Woman 'guilty' in infant abuse case


TRAVERSE CITY — An audible gasp filled the 13th Circuit Court and Melissa Ullom’s father slumped after a jury announced his daughter guilty of first-degree child abuse.

A juror stood to read the verdict at 2:10 p.m. on Friday. Seconds later someone in the courtroom gallery yelled for help, fearing the man was having a heart attack. Paramedics pushed through to reach Ullom’s father, who Judge Thomas Power later said had a “health problem.”

Paramedics whisked him to Munson Medical Center, followed by a crying Ullom.

Prosecutors charged Ullom last October after emergency responders rushed to the aid of an unresponsive 7-month-old boy at her East Bay Township home on Dec. 21, 2016. She operated Little Squirts Daycare from the house at the time.

Ullom claimed she was running with the baby in her arms to a neighbor’s home for help — the last thing she remembered was screaming from a porch and blacking out, finding the baby on the sidewalk, said Grand Traverse County Prosecutor Noelle Moeggenberg.

She was found attempting to revive the 7-month-old boy, who was not breathing. A Grand Traverse County sheriff’s deputy got the boy breathing again. The infant was later taken to Munson.

Ullom did not testify during the trial. Ullom’s attorney, James Hunt, declined comment after the trial ended.

Medical staff at DeVos Children’s Hospital in Grand Rapids determined the boy suffered severe head trauma.

Dr. Angela May examined the boy at DeVos after the incident and noted respiratory failure, bleeding and swelling in and around the brain, soft tissue swelling around the cervical spine and other injuries, according to Oct. 29 preliminary exam transcripts.

Moeggenberg equated the injuries to those of a shaken infant.

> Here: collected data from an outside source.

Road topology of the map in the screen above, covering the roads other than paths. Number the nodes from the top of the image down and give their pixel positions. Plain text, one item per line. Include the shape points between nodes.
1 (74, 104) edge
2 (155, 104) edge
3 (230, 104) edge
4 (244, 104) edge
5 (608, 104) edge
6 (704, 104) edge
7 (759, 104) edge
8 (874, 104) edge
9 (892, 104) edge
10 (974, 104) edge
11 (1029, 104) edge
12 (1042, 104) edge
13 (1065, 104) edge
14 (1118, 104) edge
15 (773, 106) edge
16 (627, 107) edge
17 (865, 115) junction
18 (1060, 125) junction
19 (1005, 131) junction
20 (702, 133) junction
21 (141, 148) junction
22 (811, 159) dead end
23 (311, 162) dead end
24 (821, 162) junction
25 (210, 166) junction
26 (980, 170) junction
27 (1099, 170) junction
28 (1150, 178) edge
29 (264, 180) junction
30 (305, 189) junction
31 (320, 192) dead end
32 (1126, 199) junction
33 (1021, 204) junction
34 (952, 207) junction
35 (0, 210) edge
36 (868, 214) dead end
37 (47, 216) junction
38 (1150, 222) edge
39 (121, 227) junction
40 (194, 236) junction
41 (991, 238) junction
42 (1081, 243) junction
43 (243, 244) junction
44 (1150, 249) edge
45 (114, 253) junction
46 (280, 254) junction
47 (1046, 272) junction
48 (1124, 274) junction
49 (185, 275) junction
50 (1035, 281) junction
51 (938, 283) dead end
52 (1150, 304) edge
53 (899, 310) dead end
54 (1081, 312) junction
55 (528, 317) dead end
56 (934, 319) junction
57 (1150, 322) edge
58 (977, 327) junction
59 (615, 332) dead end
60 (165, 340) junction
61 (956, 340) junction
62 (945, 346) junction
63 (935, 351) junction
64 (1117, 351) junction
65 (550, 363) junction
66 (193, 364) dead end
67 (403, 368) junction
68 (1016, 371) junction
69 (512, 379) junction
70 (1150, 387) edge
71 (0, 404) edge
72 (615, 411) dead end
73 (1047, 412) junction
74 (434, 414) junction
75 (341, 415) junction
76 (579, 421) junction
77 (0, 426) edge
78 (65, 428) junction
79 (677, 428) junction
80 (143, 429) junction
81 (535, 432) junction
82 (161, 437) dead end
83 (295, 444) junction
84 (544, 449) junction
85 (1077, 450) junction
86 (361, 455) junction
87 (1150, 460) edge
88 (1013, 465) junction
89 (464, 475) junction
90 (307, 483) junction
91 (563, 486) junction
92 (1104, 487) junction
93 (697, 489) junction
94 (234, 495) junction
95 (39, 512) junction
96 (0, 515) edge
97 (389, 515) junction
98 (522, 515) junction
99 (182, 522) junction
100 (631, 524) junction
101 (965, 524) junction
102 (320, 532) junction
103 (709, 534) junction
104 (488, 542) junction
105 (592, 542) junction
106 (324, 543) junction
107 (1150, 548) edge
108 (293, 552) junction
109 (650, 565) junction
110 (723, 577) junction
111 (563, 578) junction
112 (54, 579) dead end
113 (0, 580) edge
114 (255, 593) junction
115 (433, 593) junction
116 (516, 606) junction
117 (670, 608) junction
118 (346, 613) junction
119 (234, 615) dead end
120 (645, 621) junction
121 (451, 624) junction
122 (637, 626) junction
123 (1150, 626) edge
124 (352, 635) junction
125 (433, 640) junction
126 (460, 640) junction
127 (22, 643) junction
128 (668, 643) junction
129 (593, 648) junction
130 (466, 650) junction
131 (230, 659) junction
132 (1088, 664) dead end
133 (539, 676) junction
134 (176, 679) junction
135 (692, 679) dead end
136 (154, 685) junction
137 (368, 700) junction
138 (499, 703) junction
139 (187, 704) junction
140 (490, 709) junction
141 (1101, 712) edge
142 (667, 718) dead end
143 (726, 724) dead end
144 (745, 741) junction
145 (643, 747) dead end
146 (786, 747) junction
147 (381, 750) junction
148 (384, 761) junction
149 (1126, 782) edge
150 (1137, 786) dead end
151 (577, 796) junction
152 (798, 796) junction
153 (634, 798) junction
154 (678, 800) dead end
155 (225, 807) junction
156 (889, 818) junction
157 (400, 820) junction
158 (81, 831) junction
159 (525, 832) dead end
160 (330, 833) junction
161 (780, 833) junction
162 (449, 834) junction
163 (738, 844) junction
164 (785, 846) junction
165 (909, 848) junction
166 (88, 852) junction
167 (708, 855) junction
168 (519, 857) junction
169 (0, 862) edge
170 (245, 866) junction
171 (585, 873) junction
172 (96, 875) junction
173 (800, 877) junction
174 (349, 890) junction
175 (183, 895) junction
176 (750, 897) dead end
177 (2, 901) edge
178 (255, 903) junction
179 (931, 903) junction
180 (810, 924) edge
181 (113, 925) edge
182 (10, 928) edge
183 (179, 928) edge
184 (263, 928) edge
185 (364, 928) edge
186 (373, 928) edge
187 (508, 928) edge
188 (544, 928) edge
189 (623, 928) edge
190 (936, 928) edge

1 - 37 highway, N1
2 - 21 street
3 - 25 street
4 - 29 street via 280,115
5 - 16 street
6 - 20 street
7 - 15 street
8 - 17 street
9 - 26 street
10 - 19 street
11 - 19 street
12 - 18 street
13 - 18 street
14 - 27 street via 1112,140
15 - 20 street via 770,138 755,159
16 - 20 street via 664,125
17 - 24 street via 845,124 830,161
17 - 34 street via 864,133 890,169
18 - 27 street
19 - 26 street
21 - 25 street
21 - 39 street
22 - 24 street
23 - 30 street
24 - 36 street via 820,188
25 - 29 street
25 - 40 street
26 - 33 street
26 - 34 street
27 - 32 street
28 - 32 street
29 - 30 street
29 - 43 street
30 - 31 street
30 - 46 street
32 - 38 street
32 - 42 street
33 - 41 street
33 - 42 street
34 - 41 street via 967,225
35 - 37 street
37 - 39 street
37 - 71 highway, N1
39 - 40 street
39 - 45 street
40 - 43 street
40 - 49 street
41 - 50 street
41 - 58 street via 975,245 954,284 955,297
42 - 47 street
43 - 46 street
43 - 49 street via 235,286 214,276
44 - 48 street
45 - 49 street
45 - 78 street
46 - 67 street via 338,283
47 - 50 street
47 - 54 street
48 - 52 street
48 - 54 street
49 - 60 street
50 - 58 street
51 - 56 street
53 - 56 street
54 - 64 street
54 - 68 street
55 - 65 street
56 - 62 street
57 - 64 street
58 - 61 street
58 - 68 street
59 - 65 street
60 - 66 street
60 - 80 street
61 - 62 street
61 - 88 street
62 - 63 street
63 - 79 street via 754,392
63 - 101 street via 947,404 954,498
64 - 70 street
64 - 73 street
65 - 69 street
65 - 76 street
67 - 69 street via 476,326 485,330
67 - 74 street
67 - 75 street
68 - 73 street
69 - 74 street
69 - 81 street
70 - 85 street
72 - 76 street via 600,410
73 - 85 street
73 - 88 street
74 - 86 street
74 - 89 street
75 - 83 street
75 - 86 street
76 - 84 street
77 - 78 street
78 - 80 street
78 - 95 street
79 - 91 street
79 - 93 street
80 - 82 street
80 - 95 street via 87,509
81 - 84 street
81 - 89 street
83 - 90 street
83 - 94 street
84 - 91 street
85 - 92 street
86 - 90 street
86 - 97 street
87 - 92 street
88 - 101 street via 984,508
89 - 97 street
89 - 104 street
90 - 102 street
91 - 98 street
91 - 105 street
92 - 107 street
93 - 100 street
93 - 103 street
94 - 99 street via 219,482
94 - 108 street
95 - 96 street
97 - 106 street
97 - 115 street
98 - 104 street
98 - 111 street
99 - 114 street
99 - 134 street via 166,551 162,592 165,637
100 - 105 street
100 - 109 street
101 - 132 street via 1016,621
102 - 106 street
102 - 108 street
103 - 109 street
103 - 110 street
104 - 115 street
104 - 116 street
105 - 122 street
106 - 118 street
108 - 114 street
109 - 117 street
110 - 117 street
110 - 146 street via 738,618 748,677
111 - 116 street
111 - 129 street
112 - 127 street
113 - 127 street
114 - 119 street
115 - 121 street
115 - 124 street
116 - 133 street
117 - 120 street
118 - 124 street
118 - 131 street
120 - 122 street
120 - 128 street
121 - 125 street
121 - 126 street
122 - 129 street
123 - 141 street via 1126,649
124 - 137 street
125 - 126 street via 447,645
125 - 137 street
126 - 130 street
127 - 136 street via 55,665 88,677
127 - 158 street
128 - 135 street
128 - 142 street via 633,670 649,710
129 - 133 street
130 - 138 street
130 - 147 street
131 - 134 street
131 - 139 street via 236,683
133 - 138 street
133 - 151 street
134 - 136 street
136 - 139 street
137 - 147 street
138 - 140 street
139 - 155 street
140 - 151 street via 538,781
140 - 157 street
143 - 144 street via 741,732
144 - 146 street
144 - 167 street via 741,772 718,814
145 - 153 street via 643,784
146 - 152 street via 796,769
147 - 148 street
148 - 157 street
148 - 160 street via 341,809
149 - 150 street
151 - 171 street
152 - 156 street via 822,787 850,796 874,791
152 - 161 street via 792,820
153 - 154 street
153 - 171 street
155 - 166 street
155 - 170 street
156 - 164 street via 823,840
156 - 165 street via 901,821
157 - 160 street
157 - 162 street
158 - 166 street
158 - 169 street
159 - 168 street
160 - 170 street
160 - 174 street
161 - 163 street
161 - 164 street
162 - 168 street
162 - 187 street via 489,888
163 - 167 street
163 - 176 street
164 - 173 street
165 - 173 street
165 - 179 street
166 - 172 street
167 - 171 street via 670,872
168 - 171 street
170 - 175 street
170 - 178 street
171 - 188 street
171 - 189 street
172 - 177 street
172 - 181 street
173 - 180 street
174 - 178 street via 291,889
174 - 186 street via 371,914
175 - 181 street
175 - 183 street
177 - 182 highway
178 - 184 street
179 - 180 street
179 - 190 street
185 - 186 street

“It’s a tragedy,” Power said on Friday as he adjourned the trial. “It’s a tragedy for the little boy. It’s obviously a tragedy for Ms. Ullom and her family.”

Moeggenberg credited jurors for being able to sit through the more difficult details of the case.

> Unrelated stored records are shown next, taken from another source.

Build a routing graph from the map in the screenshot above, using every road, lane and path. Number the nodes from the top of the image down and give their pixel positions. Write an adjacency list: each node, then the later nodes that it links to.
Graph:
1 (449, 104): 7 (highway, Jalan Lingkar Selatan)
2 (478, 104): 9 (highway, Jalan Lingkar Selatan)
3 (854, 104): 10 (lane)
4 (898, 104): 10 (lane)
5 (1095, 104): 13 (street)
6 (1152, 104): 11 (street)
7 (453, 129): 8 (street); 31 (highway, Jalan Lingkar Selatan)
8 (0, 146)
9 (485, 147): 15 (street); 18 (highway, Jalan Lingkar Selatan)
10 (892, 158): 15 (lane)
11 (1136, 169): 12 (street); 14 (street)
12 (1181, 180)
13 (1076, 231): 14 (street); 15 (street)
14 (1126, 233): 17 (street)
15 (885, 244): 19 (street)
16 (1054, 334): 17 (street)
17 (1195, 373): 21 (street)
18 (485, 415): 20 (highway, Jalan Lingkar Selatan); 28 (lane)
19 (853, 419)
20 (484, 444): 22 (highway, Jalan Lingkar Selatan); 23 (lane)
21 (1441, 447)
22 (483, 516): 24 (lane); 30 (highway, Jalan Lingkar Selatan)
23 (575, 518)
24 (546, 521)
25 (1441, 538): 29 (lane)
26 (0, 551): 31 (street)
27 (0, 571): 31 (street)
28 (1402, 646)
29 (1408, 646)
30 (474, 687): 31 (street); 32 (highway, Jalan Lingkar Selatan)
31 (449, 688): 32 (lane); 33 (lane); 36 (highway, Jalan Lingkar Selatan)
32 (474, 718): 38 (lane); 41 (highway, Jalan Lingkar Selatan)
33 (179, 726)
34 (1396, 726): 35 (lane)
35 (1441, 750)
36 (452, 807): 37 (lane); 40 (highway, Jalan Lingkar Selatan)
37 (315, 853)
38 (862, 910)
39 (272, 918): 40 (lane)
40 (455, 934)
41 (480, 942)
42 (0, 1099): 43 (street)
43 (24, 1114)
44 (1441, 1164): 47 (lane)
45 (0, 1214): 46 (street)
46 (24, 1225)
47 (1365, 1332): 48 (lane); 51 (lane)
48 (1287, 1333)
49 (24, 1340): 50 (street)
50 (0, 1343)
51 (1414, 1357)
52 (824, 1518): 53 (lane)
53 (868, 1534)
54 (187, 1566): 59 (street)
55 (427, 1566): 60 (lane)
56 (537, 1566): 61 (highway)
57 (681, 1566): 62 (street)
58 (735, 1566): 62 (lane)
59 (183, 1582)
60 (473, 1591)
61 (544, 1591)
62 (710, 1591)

“It wasn’t easy evidence to listen to when you’re talking about a baby getting hurt,” she said.

The child, who turns 3 this month, still suffers from vision problems and weakness on his right side, Moeggenberg said. Braces help the toddler walk.

“He’s in lots of therapy,” she said.

He also attends a therapy-focused school, Moeggenberg said.

Ullom was expected to head to jail after being checked out at Munson. Her sentencing comes April 26.